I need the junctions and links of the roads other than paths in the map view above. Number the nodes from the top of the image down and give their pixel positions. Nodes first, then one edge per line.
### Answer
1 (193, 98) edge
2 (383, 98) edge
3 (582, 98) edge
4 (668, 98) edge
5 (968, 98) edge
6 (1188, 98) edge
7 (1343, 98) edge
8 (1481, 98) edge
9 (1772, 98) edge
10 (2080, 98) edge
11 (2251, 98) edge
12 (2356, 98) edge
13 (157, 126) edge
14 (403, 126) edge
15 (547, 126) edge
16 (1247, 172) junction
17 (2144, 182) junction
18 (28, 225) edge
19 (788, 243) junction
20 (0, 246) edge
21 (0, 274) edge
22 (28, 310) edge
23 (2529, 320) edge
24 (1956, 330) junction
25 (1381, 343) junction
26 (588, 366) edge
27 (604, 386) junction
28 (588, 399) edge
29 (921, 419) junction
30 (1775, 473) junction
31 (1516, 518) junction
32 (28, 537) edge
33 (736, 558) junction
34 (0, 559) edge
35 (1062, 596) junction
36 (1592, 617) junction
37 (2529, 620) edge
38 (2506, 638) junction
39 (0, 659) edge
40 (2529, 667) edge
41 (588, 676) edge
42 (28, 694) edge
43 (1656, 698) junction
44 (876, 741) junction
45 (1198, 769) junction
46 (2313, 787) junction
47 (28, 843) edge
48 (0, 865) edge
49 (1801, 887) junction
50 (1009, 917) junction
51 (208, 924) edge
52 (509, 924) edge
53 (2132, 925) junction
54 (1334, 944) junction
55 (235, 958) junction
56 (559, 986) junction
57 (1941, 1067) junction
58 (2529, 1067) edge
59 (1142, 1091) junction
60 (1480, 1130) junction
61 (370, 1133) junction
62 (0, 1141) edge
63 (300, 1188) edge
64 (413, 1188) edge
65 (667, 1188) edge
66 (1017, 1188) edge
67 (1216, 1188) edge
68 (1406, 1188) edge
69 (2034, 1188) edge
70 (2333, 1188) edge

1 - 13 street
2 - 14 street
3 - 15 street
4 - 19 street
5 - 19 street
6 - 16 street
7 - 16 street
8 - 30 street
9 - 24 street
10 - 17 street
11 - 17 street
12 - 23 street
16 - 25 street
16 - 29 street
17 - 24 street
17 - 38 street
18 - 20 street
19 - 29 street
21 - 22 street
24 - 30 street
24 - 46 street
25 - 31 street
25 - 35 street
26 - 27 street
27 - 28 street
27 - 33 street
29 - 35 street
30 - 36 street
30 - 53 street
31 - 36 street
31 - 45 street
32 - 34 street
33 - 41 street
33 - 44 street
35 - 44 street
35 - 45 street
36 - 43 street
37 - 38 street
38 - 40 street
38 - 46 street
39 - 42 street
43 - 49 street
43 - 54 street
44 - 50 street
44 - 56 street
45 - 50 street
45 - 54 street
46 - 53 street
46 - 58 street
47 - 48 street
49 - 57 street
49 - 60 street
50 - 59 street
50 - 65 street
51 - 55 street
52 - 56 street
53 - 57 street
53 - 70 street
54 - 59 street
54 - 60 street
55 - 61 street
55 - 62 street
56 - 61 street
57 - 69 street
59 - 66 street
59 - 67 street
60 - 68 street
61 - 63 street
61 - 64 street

* * *

:: YOUR GOAL ::
Line by line, copy the records exactly.

:: OUTPUT FOR THIS EXERCISE ::
I need the junctions and links of the roads other than paths in the map view above. Number the nodes from the top of the image down and give their pixel positions. Nodes first, then one edge per line.
### Answer
1 (193, 98) edge
2 (383, 98) edge
3 (582, 98) edge
4 (668, 98) edge
5 (968, 98) edge
6 (1188, 98) edge
7 (1343, 98) edge
8 (1481, 98) edge
9 (1772, 98) edge
10 (2080, 98) edge
11 (2251, 98) edge
12 (2356, 98) edge
13 (157, 126) edge
14 (403, 126) edge
15 (547, 126) edge
16 (1247, 172) junction
17 (2144, 182) junction
18 (28, 225) edge
19 (788, 243) junction
20 (0, 246) edge
21 (0, 274) edge
22 (28, 310) edge
23 (2529, 320) edge
24 (1956, 330) junction
25 (1381, 343) junction
26 (588, 366) edge
27 (604, 386) junction
28 (588, 399) edge
29 (921, 419) junction
30 (1775, 473) junction
31 (1516, 518) junction
32 (28, 537) edge
33 (736, 558) junction
34 (0, 559) edge
35 (1062, 596) junction
36 (1592, 617) junction
37 (2529, 620) edge
38 (2506, 638) junction
39 (0, 659) edge
40 (2529, 667) edge
41 (588, 676) edge
42 (28, 694) edge
43 (1656, 698) junction
44 (876, 741) junction
45 (1198, 769) junction
46 (2313, 787) junction
47 (28, 843) edge
48 (0, 865) edge
49 (1801, 887) junction
50 (1009, 917) junction
51 (208, 924) edge
52 (509, 924) edge
53 (2132, 925) junction
54 (1334, 944) junction
55 (235, 958) junction
56 (559, 986) junction
57 (1941, 1067) junction
58 (2529, 1067) edge
59 (1142, 1091) junction
60 (1480, 1130) junction
61 (370, 1133) junction
62 (0, 1141) edge
63 (300, 1188) edge
64 (413, 1188) edge
65 (667, 1188) edge
66 (1017, 1188) edge
67 (1216, 1188) edge
68 (1406, 1188) edge
69 (2034, 1188) edge
70 (2333, 1188) edge

1 - 13 street
2 - 14 street
3 - 15 street
4 - 19 street
5 - 19 street
6 - 16 street
7 - 16 street
8 - 30 street
9 - 24 street
10 - 17 street
11 - 17 street
12 - 23 street
16 - 25 street
16 - 29 street
17 - 24 street
17 - 38 street
18 - 20 street
19 - 29 street
21 - 22 street
24 - 30 street
24 - 46 street
25 - 31 street
25 - 35 street
26 - 27 street
27 - 28 street
27 - 33 street
29 - 35 street
30 - 36 street
30 - 53 street
31 - 36 street
31 - 45 street
32 - 34 street
33 - 41 street
33 - 44 street
35 - 44 street
35 - 45 street
36 - 43 street
37 - 38 street
38 - 40 street
38 - 46 street
39 - 42 street
43 - 49 street
43 - 54 street
44 - 50 street
44 - 56 street
45 - 50 street
45 - 54 street
46 - 53 street
46 - 58 street
47 - 48 street
49 - 57 street
49 - 60 street
50 - 59 street
50 - 65 street
51 - 55 street
52 - 56 street
53 - 57 street
53 - 70 street
54 - 59 street
54 - 60 street
55 - 61 street
55 - 62 street
56 - 61 street
57 - 69 street
59 - 66 street
59 - 67 street
60 - 68 street
61 - 63 street
61 - 64 street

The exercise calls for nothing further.